Bendita a época em que o dinheiro deixará de ser um artifício de deturpações, ganâncias e vaidades, resgatará a finalidade de sua criação, e voltará a ser unicamente facilitador de trocas de valores, cujo procedimento era feito pelo escambo (troca de bens ou serviços).

Por Bruno Peron Loureiro*

Haverá um tempo em que migrantes não sairão em busca de trabalho, uma vez que seus lugares de origem saciarão a demanda, o dinheiro não será o objetivo precípuo do labor, porquanto estaremos mais dispostos a oferecer à sociedade aquilo que mais saibamos fazer sem o risco de não ter com que pagar as contas de cada mês.

Deixaremos, ainda, de testemunhar a malversação do dinheiro, o desperdício em bens materiais supérfluos, o consumismo exacerbado, e o bloqueio que muitos sentem por não poder comprar o básico de que precisam para subsistir dignamente. Punge que muitos vivam abaixo da “linha de pobreza”.

A concentração de dinheiro continua apontando vítimas e formando delinquentes. A Polícia Civil apreendeu notas de Reais e Euros que somam mais de R$ 3 milhões numa mansão em área nobre do Rio de Janeiro, em dezembro de 2011. A ação faz parte da Operação Dedo de Deus, que prevê prisão de criminosos, inclusive políticos, também de alguns estados nordestinos.

O dinheiro corrompe o homem ou este faz mal uso daquele?

Há situações inapeláveis em que o cidadão tem que trabalhar quase forçosamente a troco das notas que lhe trarão sustento, mas há que cuidar-se para que a obsessão pelo dinheiro não escravize o trabalhador a ponto de que se tenha três ou mais empregos, viva-se para a acumulação, e negligenciem-se outros aspectos da vida, tão caros para a qualidade.

Pelo dinheiro, migrantes sujeitam-se a trabalhos árduos a fim de que paguem, ao menos, as despesas de sobrevivência. Quando é possível, remetem parte de seus proveitos às famílias que deixaram alhures.

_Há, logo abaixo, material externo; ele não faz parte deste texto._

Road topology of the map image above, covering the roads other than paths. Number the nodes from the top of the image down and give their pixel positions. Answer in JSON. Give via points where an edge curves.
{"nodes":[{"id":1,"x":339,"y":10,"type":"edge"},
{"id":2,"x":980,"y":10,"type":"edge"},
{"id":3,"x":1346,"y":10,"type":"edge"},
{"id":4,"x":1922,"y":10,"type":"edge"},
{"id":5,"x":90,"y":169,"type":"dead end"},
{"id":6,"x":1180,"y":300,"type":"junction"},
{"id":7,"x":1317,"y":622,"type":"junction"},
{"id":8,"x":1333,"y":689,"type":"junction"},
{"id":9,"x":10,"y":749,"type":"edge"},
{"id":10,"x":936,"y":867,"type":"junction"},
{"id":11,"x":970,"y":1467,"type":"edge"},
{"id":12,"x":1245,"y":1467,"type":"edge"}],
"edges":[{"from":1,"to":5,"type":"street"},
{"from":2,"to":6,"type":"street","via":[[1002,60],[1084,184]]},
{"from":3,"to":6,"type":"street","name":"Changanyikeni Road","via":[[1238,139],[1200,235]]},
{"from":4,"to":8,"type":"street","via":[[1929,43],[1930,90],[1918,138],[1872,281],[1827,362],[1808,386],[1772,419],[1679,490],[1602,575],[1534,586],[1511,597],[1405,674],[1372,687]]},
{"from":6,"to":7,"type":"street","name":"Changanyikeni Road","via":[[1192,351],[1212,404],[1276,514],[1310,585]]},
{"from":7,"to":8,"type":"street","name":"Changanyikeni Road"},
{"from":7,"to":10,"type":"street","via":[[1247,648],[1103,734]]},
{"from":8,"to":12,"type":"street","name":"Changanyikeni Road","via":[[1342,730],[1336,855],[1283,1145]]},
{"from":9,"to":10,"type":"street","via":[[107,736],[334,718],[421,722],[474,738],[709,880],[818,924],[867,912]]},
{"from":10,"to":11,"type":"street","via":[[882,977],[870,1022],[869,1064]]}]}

A partilha da riqueza brasileira constitui um dos grandes desafios em políticas públicas nos anos vindouros. Guido Mantega, ministro da Fazenda, anunciou que o Brasil termina 2011 como a sexta maior economia mundial com um Produto Interno Bruto (PIB) de US$ 2,4 trilhões e que só não supera o de Estados Unidos, China, Japão, Alemanha e França.

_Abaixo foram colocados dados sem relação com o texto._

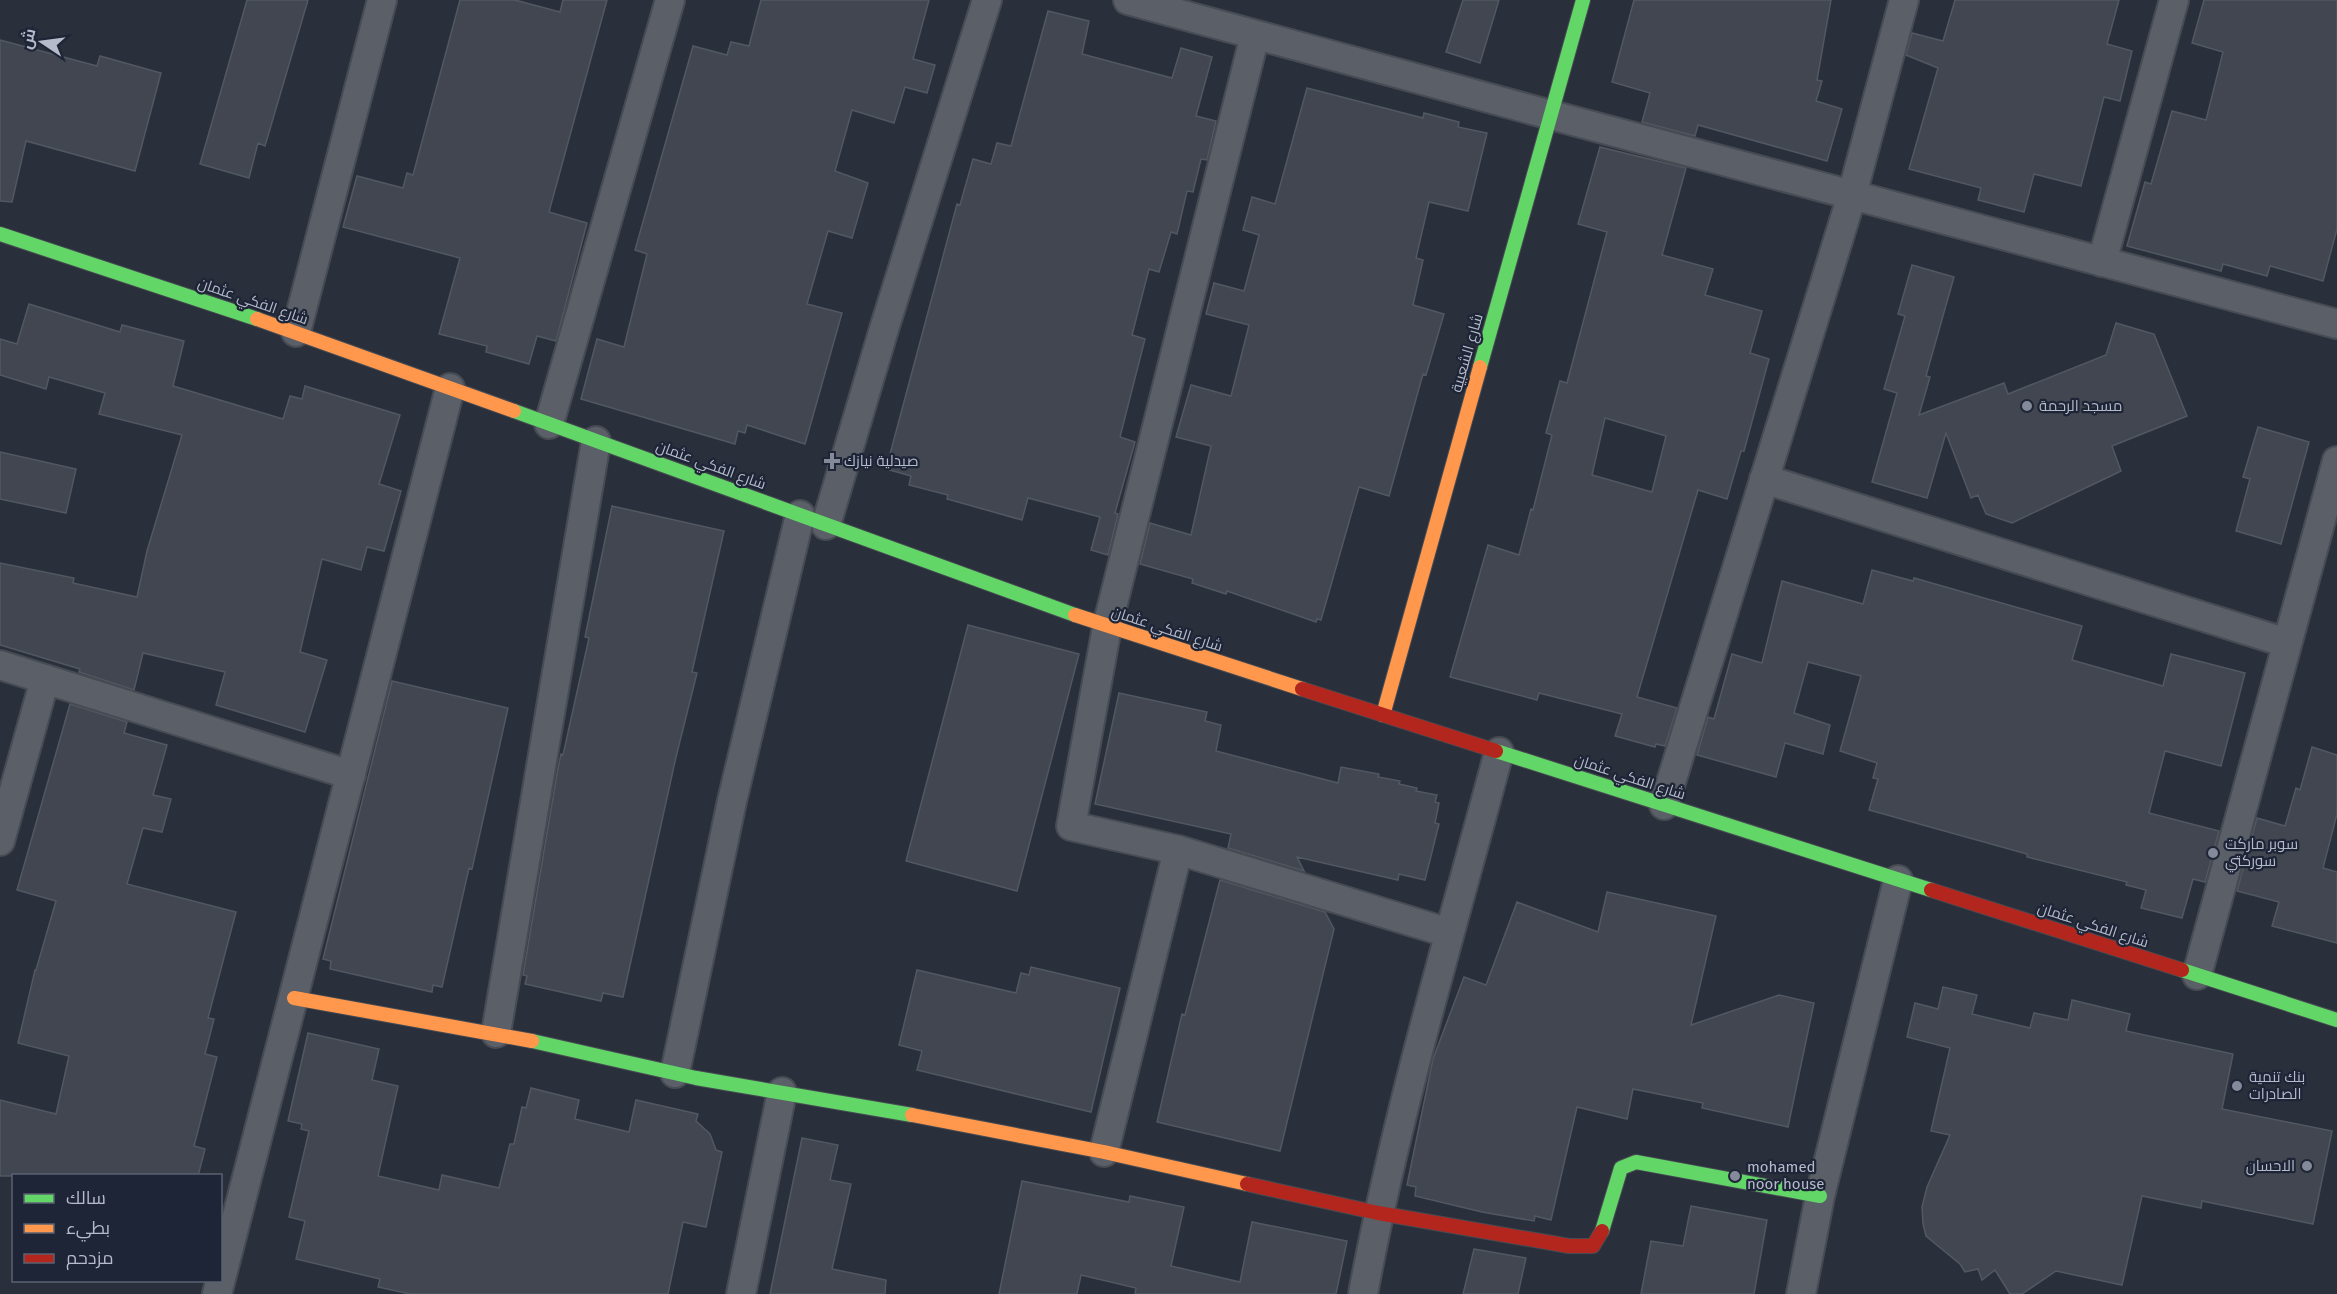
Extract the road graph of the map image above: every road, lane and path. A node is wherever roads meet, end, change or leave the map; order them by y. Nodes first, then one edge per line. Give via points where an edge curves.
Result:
1 (382, 0) edge
2 (670, 0) edge
3 (987, 0) edge
4 (1128, 0) edge
5 (1583, 0) edge
6 (1904, 0) edge
7 (2174, 0) edge
8 (1255, 35) junction
9 (1551, 115) junction
10 (1852, 195) junction
11 (0, 234) edge
12 (2102, 261) junction
13 (2337, 324) edge
14 (296, 332) junction
15 (450, 388) junction
16 (549, 424) junction
17 (596, 441) junction
18 (2337, 461) edge
19 (1764, 479) junction
20 (800, 515) junction
21 (826, 525) junction
22 (1107, 627) junction
23 (2288, 643) junction
24 (0, 665) edge
25 (45, 680) junction
26 (1383, 715) junction
27 (1499, 752) junction
28 (351, 775) junction
29 (1664, 805) junction
30 (0, 841) edge
31 (1178, 850) junction
32 (1898, 880) junction
33 (1449, 933) junction
34 (2196, 975) junction
35 (294, 998) junction
36 (2337, 1020) edge
37 (495, 1033) junction
38 (675, 1073) junction
39 (782, 1092) junction
40 (1104, 1152) junction
41 (1820, 1196) junction
42 (1378, 1212) junction
43 (222, 1275) edge
44 (741, 1294) edge
45 (1363, 1294) edge
46 (1801, 1294) edge

1 - 14 street
2 - 16 street
3 - 21 street
4 - 8 street
5 - 9 street, شارع الشعبية
6 - 10 street
7 - 12 street
8 - 9 street
8 - 22 street
9 - 10 street
9 - 26 street, شارع الشعبية
10 - 12 street
10 - 19 street
11 - 14 street, شارع الفكي عثمان
12 - 13 street
14 - 15 street, شارع الفكي عثمان
15 - 16 street, شارع الفكي عثمان
15 - 28 street
16 - 17 street, شارع الفكي عثمان
17 - 20 street, شارع الفكي عثمان
17 - 37 street
18 - 23 street
19 - 23 street
19 - 29 street
20 - 21 street, شارع الفكي عثمان
20 - 38 street via 732,801
21 - 22 street, شارع الفكي عثمان
22 - 26 street, شارع الفكي عثمان
22 - 31 street via 1071,826
23 - 34 street
24 - 25 street
25 - 28 street
25 - 30 street
26 - 27 street, شارع الفكي عثمان
27 - 29 street, شارع الفكي عثمان
27 - 33 street
28 - 35 street
29 - 32 street, شارع الفكي عثمان
31 - 33 street
31 - 40 street
32 - 34 street, شارع الفكي عثمان
32 - 41 street
33 - 42 street
34 - 36 street, شارع الفكي عثمان
35 - 37 street
35 - 43 street
37 - 38 street
38 - 39 street
39 - 40 street
39 - 44 street
40 - 42 street
41 - 42 street via 1636,1162 1621,1168 1602,1232 1593,1246 1569,1246
41 - 46 street
42 - 45 street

O discurso dos economistas e líderes deste setor louva a inserção do Brasil em grupos de comércio e foros internacionais importantes, mas não nos exime o esforço de mudar a cultura do dinheiro, que tanta aflição causa nas mentes indefesas e despreparadas. Uma tarefa global.
Os jovens, assim, não podem crescer associando o acúmulo de dinheiro com o sucesso profissional, como se o primeiro fosse condição necessária do segundo. É preciso oferecer à juventude opções menos materialistas que lhe permitam “vencer na vida” sob risco de que, do contrário, dê-se um jeito de enriquecer se não for pelas vias formais e legais. A família desenha o ponto de partida do trajeto educativo.

A crise que assola o mundo “desenvolvido” evidencia que o dinheiro não deve ser levado ao paroxismo, sobretudo o que se deduz de operações financeiras veladas, discretas e que enchem o bolso de banqueiros. A Fitch Ratings, agência do “Norte” que avalia o risco de investimentos, previu em dezembro de 2011 que o crescimento da zona do Euro seria de apenas 0,4% em 2012, o que indica uma contração expressiva em relação ao 1,6% do ano derradeiro.

A cultura do dinheiro tem-se arrastado ao longo dos séculos com o ideal de acumulação, expansão e reprodução capitalistas através do mercantilismo dos metais preciosos, a revolução industrial, os movimentos financeiros globais.

O componente material (a cédula e a moeda) são indissociáveis do imaterial (como obter dinheiro? o que fazer com ele? é suficiente o que ganho? de quanto preciso? quanto há que trabalhar? quanto é necessário para ter uma vida digna? etc).

A sociedade, por fim, precisa reformular seus valores a fim de que as pessoas se orientem mais pela confraternização, a saúde física e mental, a contemplação das belezas naturais, o cultivo da educação, e o prazer pelo conhecimento e a troca de experiências.

O dinheiro voltará, assim, a ser mero objeto de trocas em vez de malfeitor do imaginário.

*Bruno Peron Loureiro é ensaísta.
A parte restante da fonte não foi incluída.